越智くんの巻き添え
尾八原ジュージ
Day01 身の上
でも落ちてるものは落ちてた。昨日小学校から百メートルくらい離れたところの踏切で、電車にはねられてバラバラになって死んだはずのクラスメイトの越智くんは、ぼくと目が合うと「おっ」と言った。

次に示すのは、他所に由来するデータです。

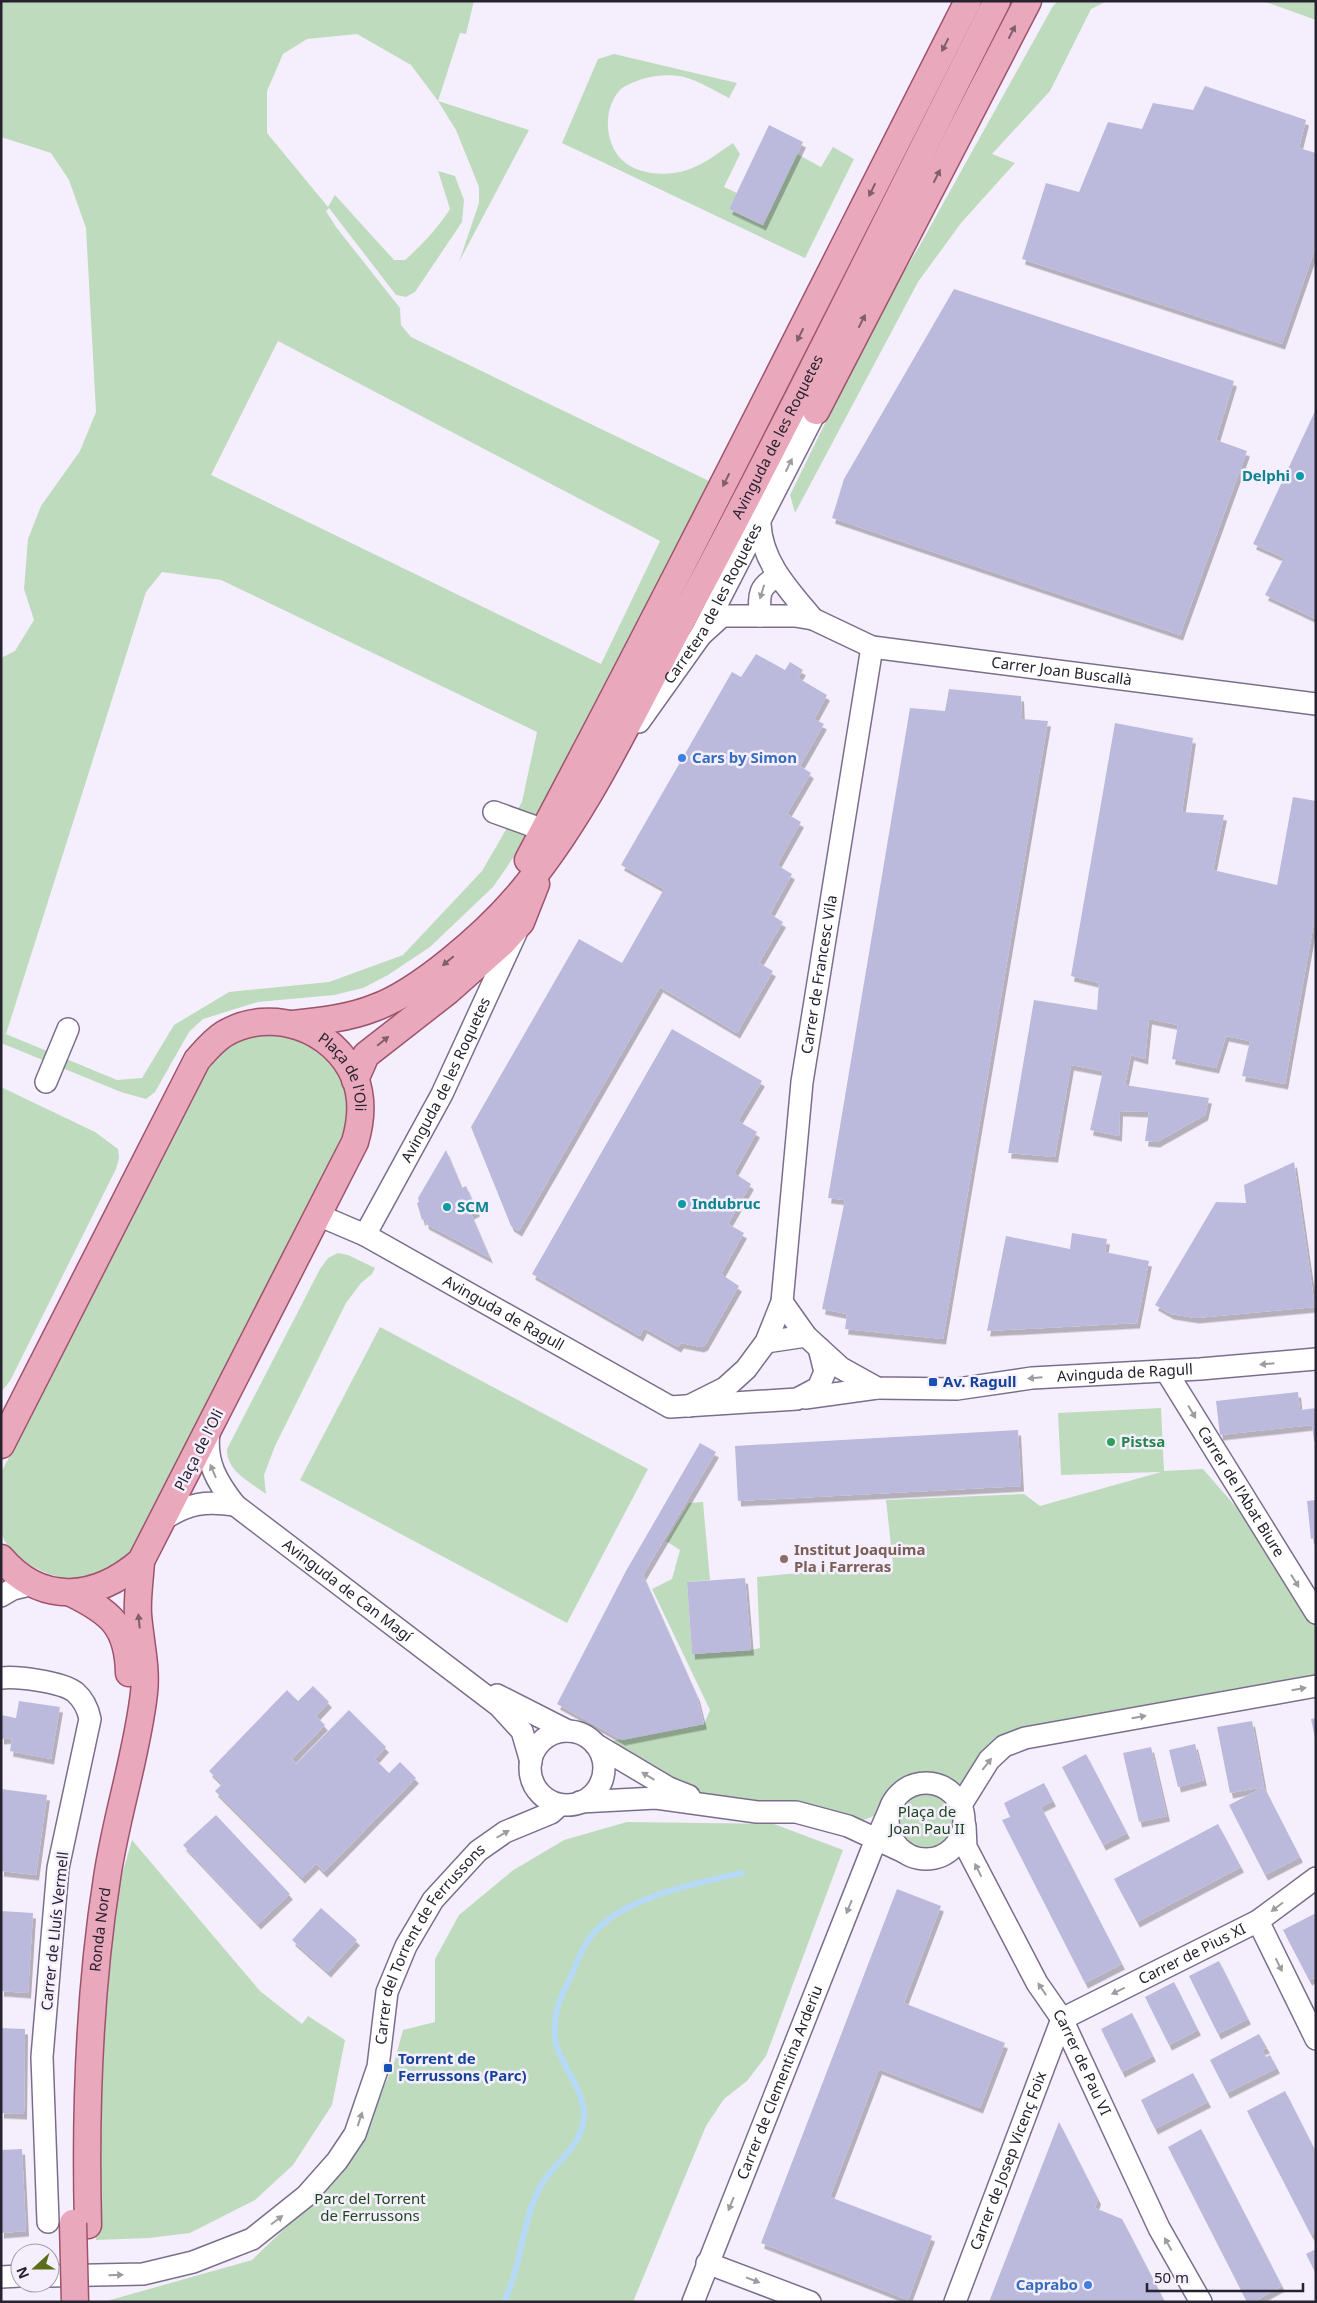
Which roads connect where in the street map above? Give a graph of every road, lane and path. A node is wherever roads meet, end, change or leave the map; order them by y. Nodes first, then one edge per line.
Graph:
1 (968, 1) edge
2 (997, 1) edge
3 (1028, 1) edge
4 (816, 410) joint
5 (760, 524) junction
6 (778, 576) junction
7 (760, 616) junction
8 (813, 619) junction
9 (702, 635) junction
10 (872, 647) junction
11 (1316, 704) edge
12 (594, 786) junction
13 (494, 812) dead end
14 (544, 830) junction
15 (544, 865) junction
16 (521, 922) junction
17 (484, 929) junction
18 (292, 1024) junction
19 (68, 1029) dead end
20 (355, 1080) junction
21 (46, 1082) dead end
22 (318, 1215) junction
23 (365, 1235) junction
24 (782, 1302) junction
25 (766, 1342) junction
26 (812, 1342) junction
27 (1316, 1359) edge
28 (746, 1369) junction
29 (1166, 1371) junction
30 (877, 1388) junction
31 (797, 1399) junction
32 (774, 1400) junction
33 (688, 1406) junction
34 (209, 1432) junction
35 (1, 1445) edge
36 (235, 1505) junction
37 (164, 1519) junction
38 (1, 1558) edge
39 (141, 1562) junction
40 (33, 1584) junction
41 (71, 1592) junction
42 (1, 1596) edge
43 (1316, 1613) edge
44 (461, 1676) junction
45 (1, 1678) edge
46 (1316, 1686) edge
47 (568, 1731) junction
48 (595, 1744) junction
49 (531, 1762) junction
50 (570, 1803) junction
51 (707, 1804) junction
52 (961, 1805) junction
53 (891, 1807) junction
54 (848, 1826) junction
55 (965, 1826) junction
56 (877, 1840) junction
57 (904, 1852) junction
58 (867, 1862) junction
59 (1316, 1878) edge
60 (1258, 1921) junction
61 (1062, 2019) junction
62 (1316, 2039) edge
63 (70, 2223) junction
64 (707, 2263) junction
65 (60, 2276) edge
66 (76, 2302) edge
67 (90, 2302) edge
68 (693, 2302) edge
69 (810, 2302) edge
70 (954, 2302) edge
71 (1201, 2302) edge

1 -> 14 main road
2 - 12 main road, Avinguda de les Roquetes
4 -> 3 main road
5 -> 4 street, Carretera de les Roquetes
5 - 6 street, Carrer Joan Buscallà
5 - 9 street, Carretera de les Roquetes
6 -> 7 street
6 - 8 street, Carrer Joan Buscallà
7 - 8 street, Carrer Joan Buscallà
7 - 9 street, Carrer Joan Buscallà
8 - 10 street, Carrer Joan Buscallà
9 - 12 street, Carretera de les Roquetes
10 - 11 street, Carrer Joan Buscallà
10 - 24 street, Carrer de Francesc Vila
12 - 15 main road, Avinguda de les Roquetes
13 - 14 street
14 - 17 main road
15 - 16 main road, Avinguda de les Roquetes
15 - 17 main road, Avinguda de les Roquetes
20 -> 16 main road, Avinguda de les Roquetes
16 - 23 street, Avinguda de les Roquetes
17 -> 18 main road, Avinguda de les Roquetes
18 - 20 main road, Plaça de l'Oli
18 - 35 main road, Plaça de l'Oli
19 - 21 street
20 - 22 main road, Plaça de l'Oli
22 - 23 street, Avinguda de Ragull
22 - 34 main road, Plaça de l'Oli
23 - 33 street, Avinguda de Ragull
24 - 25 street, Carrer de Francesc Vila
24 - 26 street
25 - 26 street
25 - 28 street
26 - 30 street
26 - 31 street
27 -> 29 street, Avinguda de Ragull
28 - 32 street
28 - 33 street
29 -> 30 street, Avinguda de Ragull
29 -> 43 street, Carrer de l'Abat Biure
30 - 31 street
31 - 32 street
32 - 33 street
36 -> 34 street, Avinguda de Can Magí
34 - 37 main road, Plaça de l'Oli
36 - 37 street
36 - 44 street, Avinguda de Can Magí
37 - 39 main road, Plaça de l'Oli
38 - 40 main road, Plaça de l'Oli
39 - 41 main road, Plaça de l'Oli
63 -> 39 main road, Ronda Nord
40 - 41 main road, Plaça de l'Oli
40 - 42 street
41 - 63 main road, Ronda Nord
44 - 47 street, Avinguda de Can Magí
44 - 49 street, Avinguda de Can Magí
45 - 63 street, Carrer de Lluís Vermell
52 -> 46 street
47 - 48 street
47 - 49 street
48 - 50 street
51 -> 48 street
49 - 50 street
50 - 51 street
65 -> 50 street, Carrer del Torrent de Ferrussons
51 - 54 street
52 - 53 street
52 - 55 street
53 - 54 street
53 - 56 street, Carrer de Clementina Arderiu
53 - 57 street
54 - 56 street
54 - 58 street
55 - 57 street
61 -> 55 street, Carrer de Pau VI
56 - 57 street
56 - 58 street, Carrer de Clementina Arderiu
58 -> 64 street, Carrer de Clementina Arderiu
59 -> 60 street, Carrer de Pius XI
60 -> 61 street, Carrer de Pius XI
60 -> 62 street
61 - 70 street, Carrer de Josep Vicenç Foix
71 -> 61 street, Carrer de Pau VI
63 - 66 main road, Ronda Nord, bridge
63 - 67 main road, Ronda Nord
64 - 68 street, Carrer de Clementina Arderiu
64 -> 69 street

彼は学校の裏門近く、古い机とか一時的に積んであるあたりに、首だけになって転がっていた。
「越智くん?」
「うん」
「なにそれ、どういう状態?」
「いいからカネッチ、ちょっと拾ってよ。おれ動けないんだ」
手も足も出ないってこのことだな、と言うと、越智くんは「それな」とこたえて笑った。笑うしかないのだった。
「越智くん、死んだんじゃないの?」
「わかんね。おれ幽霊になったんじゃないかなぁ」
でも越智くんの首は重いし、さらさらする髪の感触はあまりにもリアルだし、透けてないし、どうにも幽霊とは思えないのだ。ただ切断面ってものがなくて、血も出ていない。ちゃんとすべすべの皮膚が張っている。
「カネッチ、朝早いね」
「うん。あいさつ運動の当番なんだけど、早めに着いちゃった」
「へーっ、マジメだなぁ」
「児童会入っちゃったから、しょうがないよね」
あんまりよくないと思うんだけど、むかしから頼まれるといやと言えないのだ。だから越智くんが急に「ちょっと聞いてよ」と身の上話を始めたときも、「やだよ」って言えなかった。
おれん家の父ちゃんおかしくってさ、墓場に人形置いて魂注入とか、火事の焼け跡で雨ごいとか、変なことばっかすんの。だから母ちゃんは愛想つかして、妹だけ連れて出てっちゃった。母ちゃんはおれにも「いっしょに行く?」って聞いてくれたんだけど、おれはあえて残ったんだよな。おかしいけどおれは父ちゃんのこと好きだし、ひとりぼっちにしたらかわいそうだと思って。で、それからおれん家、汚くなるしメシ作るひともいねーしで大変なことになって、でもそこは近所のおばさんに教えてもらったりとかして、なんとかかんとかやってたわけ。でもやっぱ限界ってくるもんで、あるとき――や、これはいいや。とにかくさ、変なことばっかやってる父ちゃんの巻き添えになったんじゃねーかなと思うんだよな、おれは。
一気にしゃべって、突然越智くんは黙った。
そこはちょうど、ぼくたちが通う六年一組の教室の前だった。ぼくは越智くんを自分のロッカーの中に入れて上着で隠すと、とりあえずあいさつ運動に向かった。